AI-powered admin agent (self-debug)

Pattern

Run a second agent whose job is operational introspection of the first. Give the second agent a read-only tool surface over the primary agent's telemetry (usage stats, error logs, request transcripts, ad-hoc SQL, charts). Operators ask the admin agent questions in natural language; it uses its tools to answer.

The canonical Vercel formulation: "You debug your agent with an agent."

Canonical Vercel framing

From the Knowledge Agent Template launch:

"There's also an AI-powered admin agent. You can ask it questions like: 'what errors occurred in the last 24 hours', or 'what are the common questions users ask'. It will use internal tools (query_stats, query_errors, run_sql, and chart) to provide answers directly. You debug your agent with an agent."

(Source: sources/2026-04-21-vercel-build-knowledge-agents-without-embeddings)

The four disclosed admin tools

  • query_stats — summary metrics (usage, errors, latency distributions, per-platform breakdowns).
  • query_errors — error-log surface; time- windowed, typed.
  • run_sql — escape hatch for ad-hoc queries against the admin DB.
  • chart — visualisation primitive for trends.

All four are read-only by design. The admin agent doesn't mutate the primary agent's configuration; it reads telemetry.

Why this is the right shape

Three pulls toward this architecture:

  • Operator's tool is the same as the operator's subject. If the team already builds agent infrastructure, building a second agent for introspection reuses the same libraries, same SDKs, same prompts, same CI.
  • Natural-language interface suits ad-hoc questions. Operators' questions are under-specified ("what's going wrong lately?") and shift every debugging session. Pre-built dashboards answer yesterday's questions; an agent answers today's.
  • Debugging-with-an-agent gives trace reuse. If you're already generating retrieval traces for the primary agent (per concepts/traceability-of-retrieval), the admin agent can read those traces as another source.

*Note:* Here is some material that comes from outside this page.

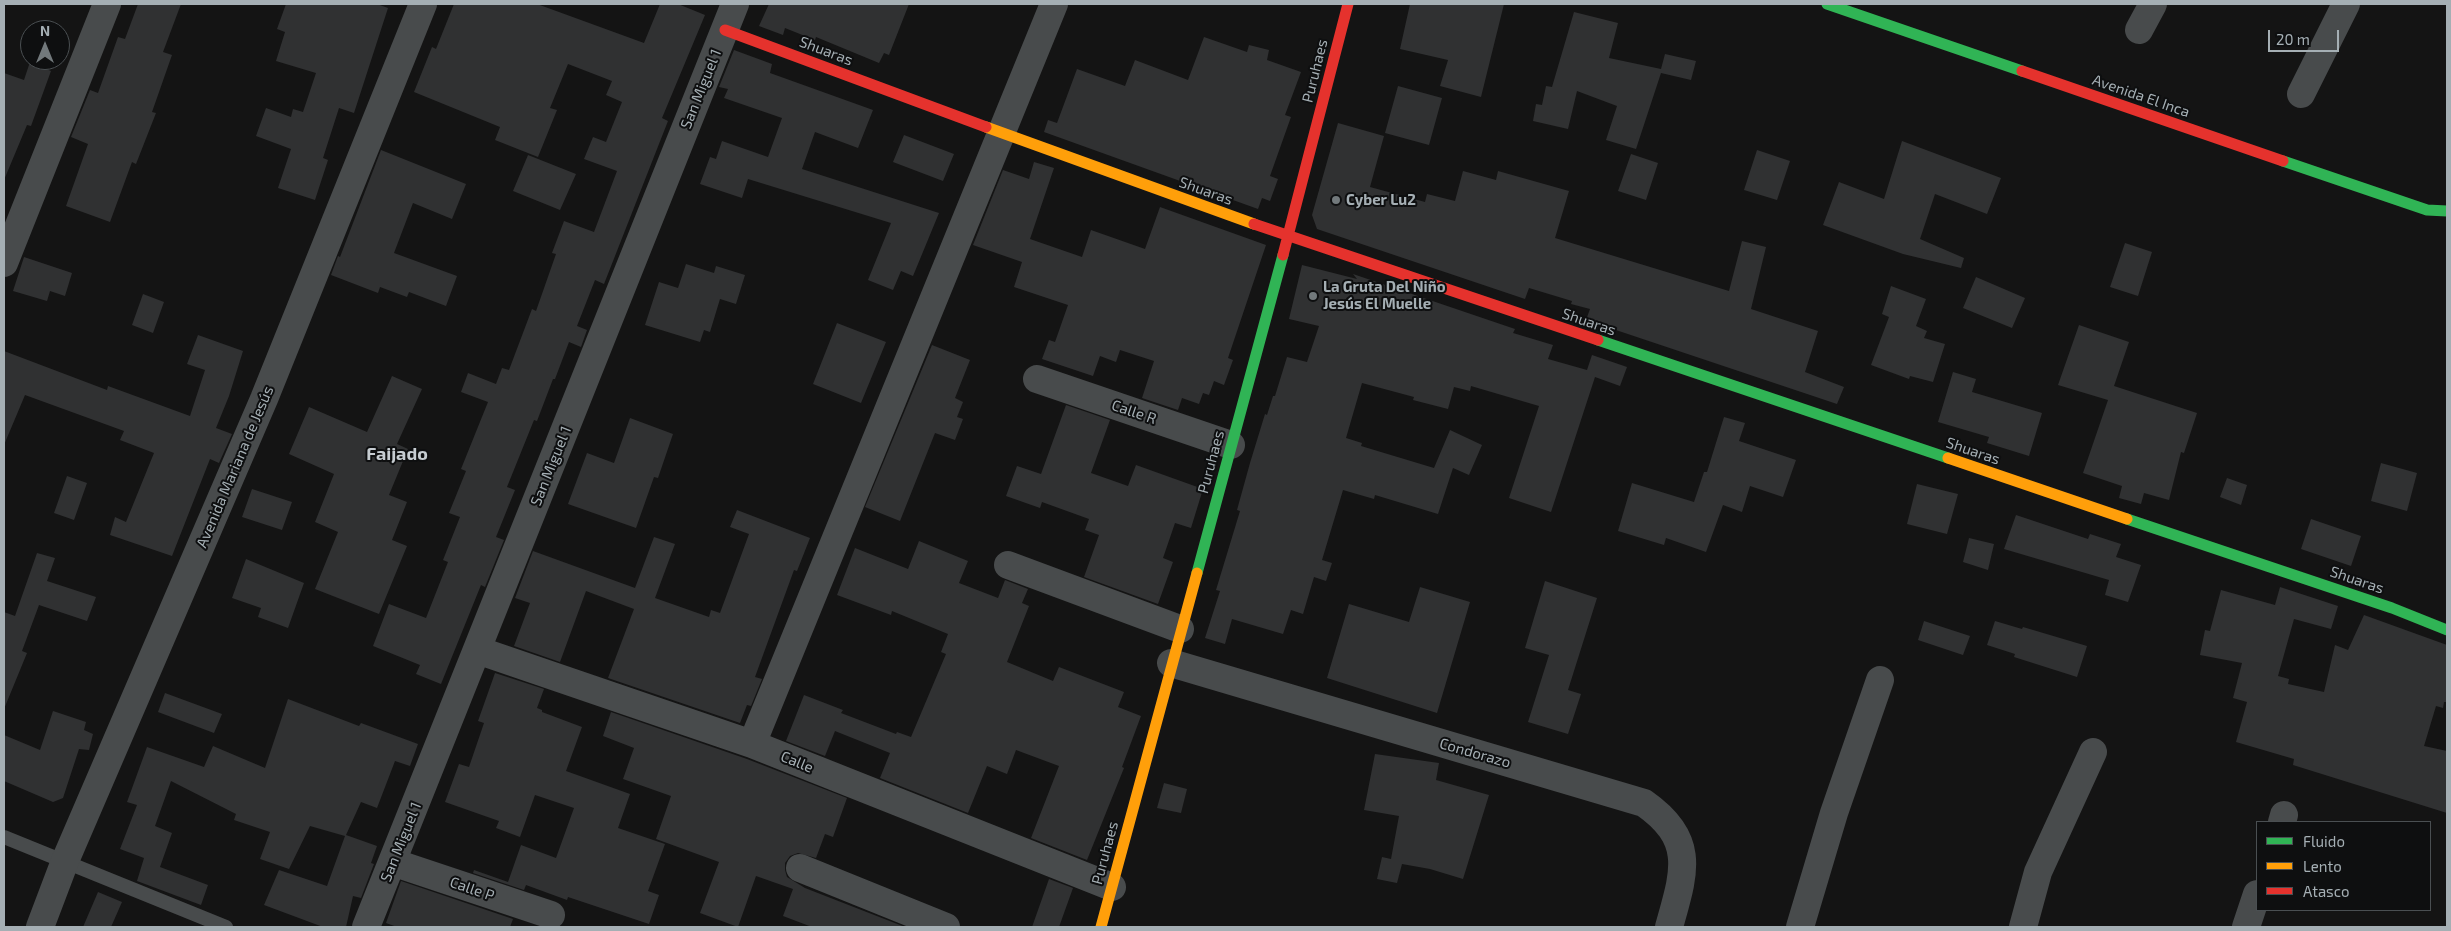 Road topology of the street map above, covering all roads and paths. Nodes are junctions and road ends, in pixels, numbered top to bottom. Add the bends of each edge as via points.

The dual to primary-agent retrieval

Axis Primary agent Admin agent
Corpus Knowledge snapshot Telemetry + logs + request history
Tools bash / bash_batch query_stats, query_errors, run_sql, chart
Users End-user across platforms Operator
Access Read-only Read-only
Pipeline Same AI SDK pipeline Same AI SDK pipeline

Two agents sharing a pipeline — one faces the user, one faces the operator. This is the meta-introspection composition that comes for free once you have one agent pipeline.

Trade-offs

  • run_sql is strong. Schema-scoped, role- permitted, rate-limited read-only SQL is a bounded risk. Write-SQL leakage through prompt injection is a real concern — the post doesn't walk the permissions model.
  • Admin-agent hallucinations are operator-facing. If the admin agent hallucinates "no errors in the last 24h" when there were errors, the operator acts on a false signal. Typed tool outputs and citations back to raw data are the mitigation.
  • Second-agent cost. You're running two agents; double the model-call cost. In return, you get operational ergonomics most teams don't ship.
  • Access-control surface grows. The admin agent needs scoped access to telemetry most of the system doesn't; misconfiguration leaks production data into operator prompts.
  • Prompt-injection vector. User-generated content captured in logs can leak into the admin agent's context when an operator runs "what did users say today?" The usual injection-safety hygiene applies.